Please, Hunter... teach our future new puppy all your amazing manners and way of being. I just love you to pieces, and I am so honoured to share my life with this once in a lifetime dog.

You amaze me everyday and I am so, so proud of who you have become. I couldn't ask for a better dog.

I love you to death, big guy. Happy 2nd Birthday. 
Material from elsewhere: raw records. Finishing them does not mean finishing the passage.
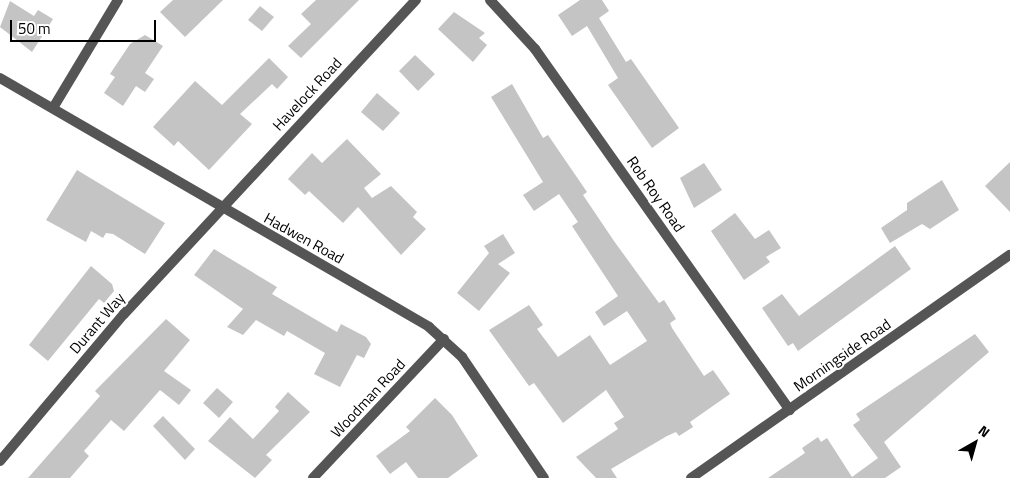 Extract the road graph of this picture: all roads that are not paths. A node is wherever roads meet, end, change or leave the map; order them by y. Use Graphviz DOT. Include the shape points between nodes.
graph roads {
  1 [pos="118,0"];
  2 [pos="416,0"];
  3 [pos="490,0"];
  4 [pos="0,78"];
  5 [pos="53,108"];
  6 [pos="222,209"];
  7 [pos="1010,255"];
  8 [pos="444,339"];
  9 [pos="790,410"];
  10 [pos="0,461"];
  11 [pos="313,478"];
  12 [pos="544,478"];
  13 [pos="691,478"];
  1 -- 5 [label="street"];
  2 -- 6 [label="street, Havelock Road"];
  3 -- 9 [label="street, Rob Roy Road" via="535,49"];
  4 -- 5 [label="street, Hadwen Road"];
  5 -- 6 [label="street, Hadwen Road"];
  6 -- 8 [label="street, Hadwen Road" via="408,314"];
  6 -- 10 [label="street, Durant Way" via="124,314"];
  7 -- 9 [label="street, Morningside Road"];
  8 -- 11 [label="street, Woodman Road"];
  8 -- 12 [label="street, Hadwen Road" via="474,374"];
  9 -- 13 [label="street, Morningside Road"];
}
Also, I give you permission to eat 3 peanut butter and banana pupcakes in a row on Sunday after your big fun event! 

:wub::wub::wub::wub::wub:


----------



## GatorBytes (Jul 16, 2012)

Happy Birthday Hunter - You are absolutely GORGEOUS!


----------



## Wolfgeist (Dec 4, 2010)

GatorBytes said:


> Happy Birthday Hunter - You are absolutely GORGEOUS!


Hunter says "Thanks. "


----------



## Shade (Feb 20, 2012)

:birthday: Hunter!! I'm sure you'll enjoy your busy day


----------



## Wolfgeist (Dec 4, 2010)

Shade said:


> :birthday: Hunter!! I'm sure you'll enjoy your busy day


Great way to spend his birthday, I think!


----------



## Loneforce (Feb 12, 2012)

:birthday: You lucky dog!! Have a fun day.


----------



## elisabeth_00117 (May 17, 2009)

First I want to say that I have been in this dogs life since before he even landed on Canadian soil. 

I remember when his Mom would come shopping with me and we would choose fun, cute toys and supplies for the impending arrival. We gushed over photo's (thanks to Bill and Jen!), tore apart pedigrees and sat together talking about all the plans we had for the little guy!
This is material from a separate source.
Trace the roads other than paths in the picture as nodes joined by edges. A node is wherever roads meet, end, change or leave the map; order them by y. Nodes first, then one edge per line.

When the day finally arrived for him to come home and a mishap happened at the airport, I remember the frustration and worry his Mom (and all of us) had. 

He came home to my friend as though nothing ever happened to him and that is how he has lived his life.

I have never, in my 28 years on this planet met a more bomb proof dog of any breed, let alone of our breed. 

His temperament is second to none, he is drivy and enjoys working with gusto. You can present or surprise this dog with any situation or person and he will react with confidence and a clear head. I am impressed with him every time I see him more and more (which is every day). 

I feel as though Hunter is part of my pack and my family and I am so very proud of the dog he is today. I am excited to see where he is headed in the future and can not wait to celebrate his 2 wonderful years on this earth with him.

He has become a fellow pack member to my fur-kids and to my family. 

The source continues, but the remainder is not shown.